PFZW, one of Europe’s largest pension funds, has withdrawn approximately $16.4B (€14B) from BlackRock as part of a shift in its investment strategy that places equal weight on financial performance, risk, and sustainability.
The Dutch pension scheme, which manages $290.2B (€248B) on behalf of more than 3 million Dutch healthcare workers, announced it was ending a major contract with BlackRock and divesting from thousands of companies. The change follows an internal review conducted by PGGM, which manages most of PFZW’s assets. As of March 31, BlackRock managed approximately $16.98B (€14.5B) for PFZW.
In addition to BlackRock, PFZW also ended a $17.55B (€15B) mandate with Legal and General Investment Management.
As part of its broader strategy, PFZW has ended its passive approach to managing $58.5B (€50B) in stock investments, allowing for more flexible buying and selling decisions. The fund has significantly narrowed its portfolio, exiting positions in 2,600 companies and concentrating holdings in just 756 firms.

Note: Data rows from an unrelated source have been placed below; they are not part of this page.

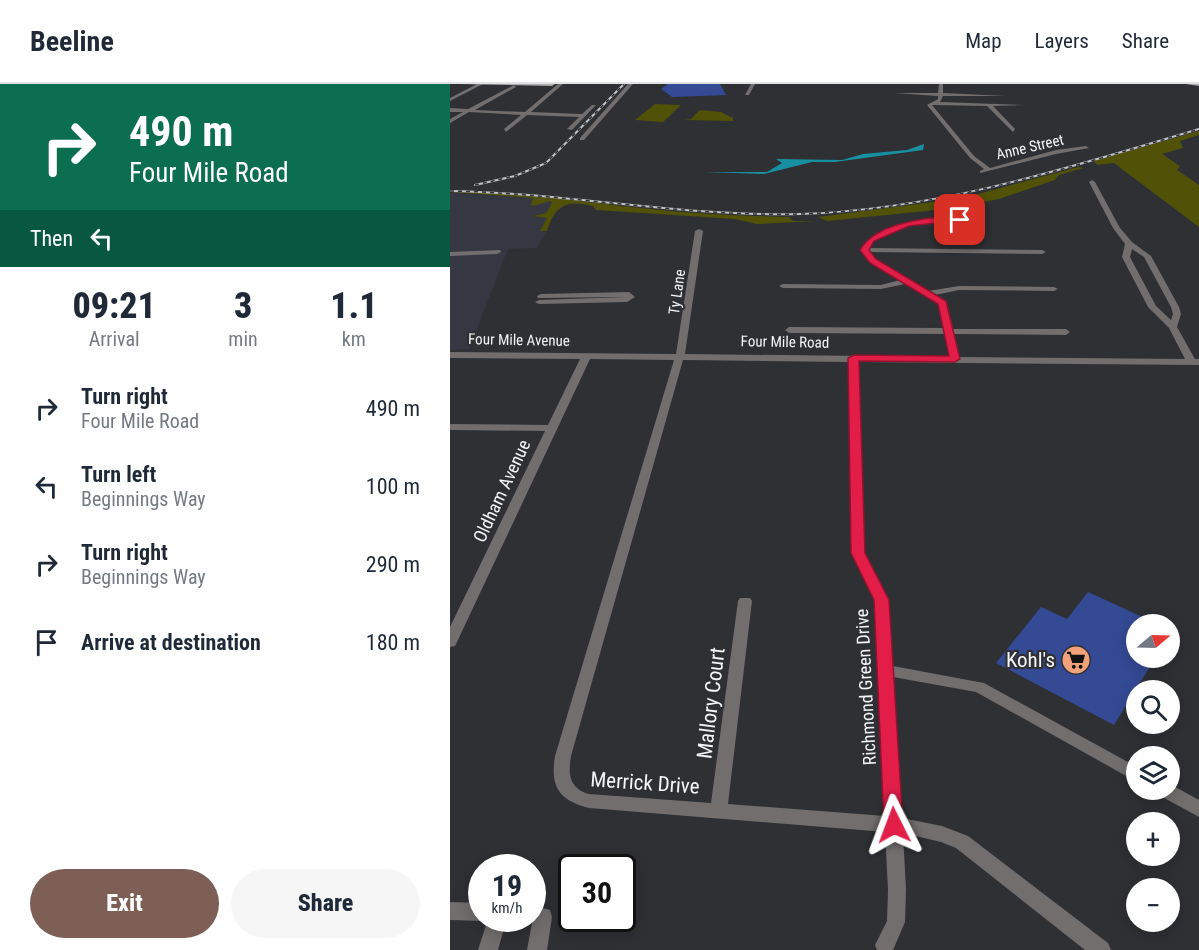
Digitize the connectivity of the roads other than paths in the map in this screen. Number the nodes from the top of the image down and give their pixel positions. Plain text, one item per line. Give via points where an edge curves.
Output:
1 (462, 84) edge
2 (480, 84) edge
3 (552, 84) edge
4 (561, 84) edge
5 (631, 84) edge
6 (753, 84) edge
7 (941, 84) edge
8 (1189, 84) edge
9 (1199, 84) edge
10 (514, 86) junction
11 (897, 93) dead end
12 (747, 94) dead end
13 (940, 94) junction
14 (1004, 96) dead end
15 (450, 100) edge
16 (933, 103) junction
17 (988, 104) junction
18 (1023, 105) dead end
19 (594, 106) dead end
20 (450, 110) edge
21 (468, 111) junction
22 (526, 113) junction
23 (584, 116) junction
24 (450, 121) edge
25 (570, 129) dead end
26 (506, 130) dead end
27 (1012, 130) dead end
28 (582, 139) dead end
29 (1086, 148) dead end
30 (989, 170) junction
31 (981, 172) dead end
32 (1092, 182) dead end
33 (960, 220) dead end
34 (699, 231) dead end
35 (1129, 244) junction
36 (864, 250) junction
37 (497, 252) dead end
38 (1042, 252) dead end
39 (450, 254) edge
40 (1136, 277) junction
41 (1158, 277) junction
42 (907, 281) junction
43 (783, 286) dead end
44 (1054, 289) dead end
45 (929, 293) junction
46 (540, 299) joint
47 (1173, 327) junction
48 (789, 330) dead end
49 (949, 331) junction
50 (1066, 332) dead end
51 (450, 355) edge
52 (587, 356) junction
53 (681, 356) junction
54 (854, 358) junction
55 (955, 359) junction
56 (1195, 362) edge
57 (551, 428) junction
58 (452, 430) edge
59 (745, 601) dead end
60 (450, 642) edge
61 (886, 670) junction
62 (1126, 769) edge
63 (1180, 799) edge
64 (1199, 809) edge
65 (719, 810) junction
66 (894, 825) junction
67 (450, 911) edge
68 (468, 912) edge
69 (494, 932) edge
70 (540, 932) edge
71 (885, 945) dead end
72 (488, 950) edge
73 (537, 950) edge
74 (1101, 950) edge

1 - 2 main road
2 - 10 main road
2 - 15 street
3 - 10 main road
4 - 22 street
5 - 28 street
6 - 12 street
7 - 13 street
8 - 9 main road
10 - 21 street
11 - 13 street
13 - 14 street
13 - 16 street via 940,100
16 - 17 street
16 - 30 street via 929,106 972,157
17 - 18 street
17 - 27 street
19 - 23 street
20 - 21 street
21 - 22 street
21 - 24 street
22 - 23 street
22 - 26 street
23 - 25 street
29 - 30 street, Anne Street
30 - 31 street, Anne Street
32 - 35 street
33 - 36 street via 907,224 870,240
34 - 53 street, Ty Lane
35 - 40 street via 1126,257
35 - 41 street via 1147,256
36 - 38 street
36 - 42 street via 873,261
37 - 39 street
40 - 41 street
40 - 47 street via 1152,307
41 - 47 street via 1177,314
42 - 43 street via 875,287
42 - 45 street
44 - 45 street via 959,288
45 - 49 street via 943,303
46 - 46 street via 629,294 631,297 627,300
47 - 56 street
48 - 49 street
49 - 50 street
49 - 55 street
51 - 52 street, Four Mile Avenue
52 - 53 street, Four Mile Road
52 - 57 street, Oldham Avenue
53 - 54 street, Four Mile Road
53 - 65 street, Merrick Drive via 562,756 561,779 564,789 577,798
54 - 55 street, Four Mile Road
54 - 61 street, Richmond Green Drive via 858,553 882,600
55 - 56 street, Four Mile Road
57 - 58 street
57 - 60 street, Oldham Avenue
59 - 65 street, Mallory Court
61 - 62 street via 979,687
61 - 66 street, Richmond Green Drive
63 - 64 street
65 - 66 street, Merrick Drive
66 - 71 street, Richmond Green Drive via 896,922
66 - 74 street, Merrick Drive via 932,831 962,842
67 - 68 street
69 - 72 street
70 - 73 street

The pension fund has appointed Robeco, Man Numeric, Acadian, Lazard, M&G, Schroders, UBS, and PGGM to manage a total of $60.84B (€52B) in equity investments.
PFZW stated that it has always maintained its own voting policy but noted increasing difficulty in aligning with American asset managers on proxy-voting practices.
A report by Share Action released earlier this year found that BlackRock supported 4% of ESG resolutions at annual meetings in 2023, down from around 40% in 2021.
Other pension funds, including the $70.2B (€60B) Dutch industrial workers’ fund PME, have also reviewed their relationships with asset managers, including BlackRock.